**YOUR INSTRUCTIONS**
In the records below, the lines from the one with "Input: one rendered map. Transcribe" through the last are to be printed exactly, and nothing else.

**Items from a dataset**
--- START ---

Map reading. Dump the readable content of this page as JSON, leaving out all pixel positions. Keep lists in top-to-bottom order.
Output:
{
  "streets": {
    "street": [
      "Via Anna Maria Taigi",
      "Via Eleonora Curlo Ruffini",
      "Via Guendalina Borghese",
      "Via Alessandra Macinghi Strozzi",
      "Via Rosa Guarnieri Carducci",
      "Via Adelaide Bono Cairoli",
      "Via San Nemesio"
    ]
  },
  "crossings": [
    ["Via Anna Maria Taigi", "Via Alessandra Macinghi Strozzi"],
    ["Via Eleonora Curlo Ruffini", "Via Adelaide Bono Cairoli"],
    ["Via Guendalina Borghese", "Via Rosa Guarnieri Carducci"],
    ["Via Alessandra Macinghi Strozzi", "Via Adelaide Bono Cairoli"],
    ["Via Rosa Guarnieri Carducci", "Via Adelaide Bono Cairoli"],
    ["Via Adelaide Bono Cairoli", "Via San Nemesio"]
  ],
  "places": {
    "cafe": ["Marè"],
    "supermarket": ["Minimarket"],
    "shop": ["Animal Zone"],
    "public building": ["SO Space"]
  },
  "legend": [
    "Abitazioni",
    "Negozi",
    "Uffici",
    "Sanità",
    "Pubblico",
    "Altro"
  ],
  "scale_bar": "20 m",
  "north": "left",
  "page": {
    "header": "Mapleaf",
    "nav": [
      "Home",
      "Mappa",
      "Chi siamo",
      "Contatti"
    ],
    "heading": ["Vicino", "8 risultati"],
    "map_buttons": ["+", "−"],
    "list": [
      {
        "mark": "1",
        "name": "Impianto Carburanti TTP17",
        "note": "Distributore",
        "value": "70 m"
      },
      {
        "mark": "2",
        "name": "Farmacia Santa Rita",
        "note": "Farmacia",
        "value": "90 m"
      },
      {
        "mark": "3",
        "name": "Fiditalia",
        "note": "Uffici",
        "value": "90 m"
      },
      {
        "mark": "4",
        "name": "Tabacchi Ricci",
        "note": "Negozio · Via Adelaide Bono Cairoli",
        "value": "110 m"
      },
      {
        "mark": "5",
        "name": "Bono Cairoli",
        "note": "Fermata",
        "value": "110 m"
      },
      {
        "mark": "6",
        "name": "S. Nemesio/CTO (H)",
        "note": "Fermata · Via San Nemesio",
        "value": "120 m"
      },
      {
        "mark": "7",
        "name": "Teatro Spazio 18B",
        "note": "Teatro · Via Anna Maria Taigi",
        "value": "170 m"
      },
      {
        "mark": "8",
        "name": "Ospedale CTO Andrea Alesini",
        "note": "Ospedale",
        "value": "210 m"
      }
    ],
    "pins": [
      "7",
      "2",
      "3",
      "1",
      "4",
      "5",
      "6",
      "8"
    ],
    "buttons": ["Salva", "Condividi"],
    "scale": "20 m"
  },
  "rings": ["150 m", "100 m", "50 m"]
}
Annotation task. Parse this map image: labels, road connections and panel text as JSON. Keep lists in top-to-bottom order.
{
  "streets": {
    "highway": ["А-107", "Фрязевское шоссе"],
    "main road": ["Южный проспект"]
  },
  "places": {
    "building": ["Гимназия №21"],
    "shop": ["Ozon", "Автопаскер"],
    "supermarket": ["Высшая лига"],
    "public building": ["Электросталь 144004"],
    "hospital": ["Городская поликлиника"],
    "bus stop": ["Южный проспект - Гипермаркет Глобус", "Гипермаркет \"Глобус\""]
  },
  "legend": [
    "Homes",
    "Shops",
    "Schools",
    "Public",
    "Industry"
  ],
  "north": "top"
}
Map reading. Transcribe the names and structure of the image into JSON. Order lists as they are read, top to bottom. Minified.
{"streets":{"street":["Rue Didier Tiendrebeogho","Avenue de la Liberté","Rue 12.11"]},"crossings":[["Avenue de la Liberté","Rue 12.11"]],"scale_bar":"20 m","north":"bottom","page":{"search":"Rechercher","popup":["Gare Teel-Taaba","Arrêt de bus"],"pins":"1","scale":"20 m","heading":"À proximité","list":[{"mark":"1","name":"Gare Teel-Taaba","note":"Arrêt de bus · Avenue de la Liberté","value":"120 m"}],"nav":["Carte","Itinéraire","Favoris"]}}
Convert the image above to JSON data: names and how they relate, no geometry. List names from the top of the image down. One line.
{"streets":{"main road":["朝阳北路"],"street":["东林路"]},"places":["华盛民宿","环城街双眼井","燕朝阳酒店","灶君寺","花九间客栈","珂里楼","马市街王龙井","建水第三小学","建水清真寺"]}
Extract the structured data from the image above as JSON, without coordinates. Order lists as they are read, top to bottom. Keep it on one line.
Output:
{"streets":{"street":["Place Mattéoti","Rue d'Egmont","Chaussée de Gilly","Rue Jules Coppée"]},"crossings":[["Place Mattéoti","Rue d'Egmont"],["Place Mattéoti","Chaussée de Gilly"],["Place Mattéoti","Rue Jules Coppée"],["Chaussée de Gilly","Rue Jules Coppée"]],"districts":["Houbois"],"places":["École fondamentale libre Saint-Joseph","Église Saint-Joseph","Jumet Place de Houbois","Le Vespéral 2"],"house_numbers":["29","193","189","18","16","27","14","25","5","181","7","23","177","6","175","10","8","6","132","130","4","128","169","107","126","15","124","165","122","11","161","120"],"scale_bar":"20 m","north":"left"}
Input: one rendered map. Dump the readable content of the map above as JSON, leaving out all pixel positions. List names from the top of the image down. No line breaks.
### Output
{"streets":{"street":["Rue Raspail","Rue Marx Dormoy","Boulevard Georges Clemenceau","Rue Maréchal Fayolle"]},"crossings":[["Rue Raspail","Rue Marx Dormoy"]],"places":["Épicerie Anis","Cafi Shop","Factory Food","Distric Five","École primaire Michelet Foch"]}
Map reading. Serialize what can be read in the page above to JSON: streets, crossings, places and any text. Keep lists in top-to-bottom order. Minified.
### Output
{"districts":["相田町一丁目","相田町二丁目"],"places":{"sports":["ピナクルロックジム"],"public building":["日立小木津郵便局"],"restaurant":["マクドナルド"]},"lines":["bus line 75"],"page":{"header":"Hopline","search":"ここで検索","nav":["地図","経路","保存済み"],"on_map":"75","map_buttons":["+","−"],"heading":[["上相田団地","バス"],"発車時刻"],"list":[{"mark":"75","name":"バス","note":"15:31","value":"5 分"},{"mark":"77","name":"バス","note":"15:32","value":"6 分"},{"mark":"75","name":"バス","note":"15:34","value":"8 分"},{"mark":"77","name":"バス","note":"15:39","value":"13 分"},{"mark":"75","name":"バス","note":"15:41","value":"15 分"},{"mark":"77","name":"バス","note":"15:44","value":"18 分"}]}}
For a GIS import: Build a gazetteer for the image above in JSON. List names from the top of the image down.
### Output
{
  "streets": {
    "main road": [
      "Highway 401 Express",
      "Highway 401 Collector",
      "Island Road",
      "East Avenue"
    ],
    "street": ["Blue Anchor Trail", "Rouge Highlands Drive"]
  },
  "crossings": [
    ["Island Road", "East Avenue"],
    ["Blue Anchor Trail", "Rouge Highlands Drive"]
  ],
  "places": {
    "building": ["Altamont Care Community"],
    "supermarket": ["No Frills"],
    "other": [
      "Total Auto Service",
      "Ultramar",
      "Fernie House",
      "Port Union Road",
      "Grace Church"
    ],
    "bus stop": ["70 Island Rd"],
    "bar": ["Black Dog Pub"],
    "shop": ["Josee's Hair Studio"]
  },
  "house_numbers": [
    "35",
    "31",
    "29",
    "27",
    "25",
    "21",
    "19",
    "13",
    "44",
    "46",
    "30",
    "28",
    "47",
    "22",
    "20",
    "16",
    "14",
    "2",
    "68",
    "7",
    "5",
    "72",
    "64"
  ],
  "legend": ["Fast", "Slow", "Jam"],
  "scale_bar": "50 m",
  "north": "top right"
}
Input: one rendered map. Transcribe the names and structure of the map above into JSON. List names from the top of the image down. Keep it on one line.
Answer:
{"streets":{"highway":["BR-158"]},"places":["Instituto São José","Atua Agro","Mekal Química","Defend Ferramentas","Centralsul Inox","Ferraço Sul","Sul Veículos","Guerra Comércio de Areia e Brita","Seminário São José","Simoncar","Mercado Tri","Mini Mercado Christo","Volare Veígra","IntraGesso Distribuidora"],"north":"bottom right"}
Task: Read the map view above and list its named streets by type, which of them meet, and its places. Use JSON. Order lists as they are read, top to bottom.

--- END ---

**REPLY TO THE TASK**
Input: one rendered map. Transcribe the names and structure of the map above into JSON. List names from the top of the image down. Keep it on one line.
Answer:
{"streets":{"highway":["BR-158"]},"places":["Instituto São José","Atua Agro","Mekal Química","Defend Ferramentas","Centralsul Inox","Ferraço Sul","Sul Veículos","Guerra Comércio de Areia e Brita","Seminário São José","Simoncar","Mercado Tri","Mini Mercado Christo","Volare Veígra","IntraGesso Distribuidora"],"north":"bottom right"}
Task: Read the map view above and list its named streets by type, which of them meet, and its places. Use JSON. Order lists as they are read, top to bottom.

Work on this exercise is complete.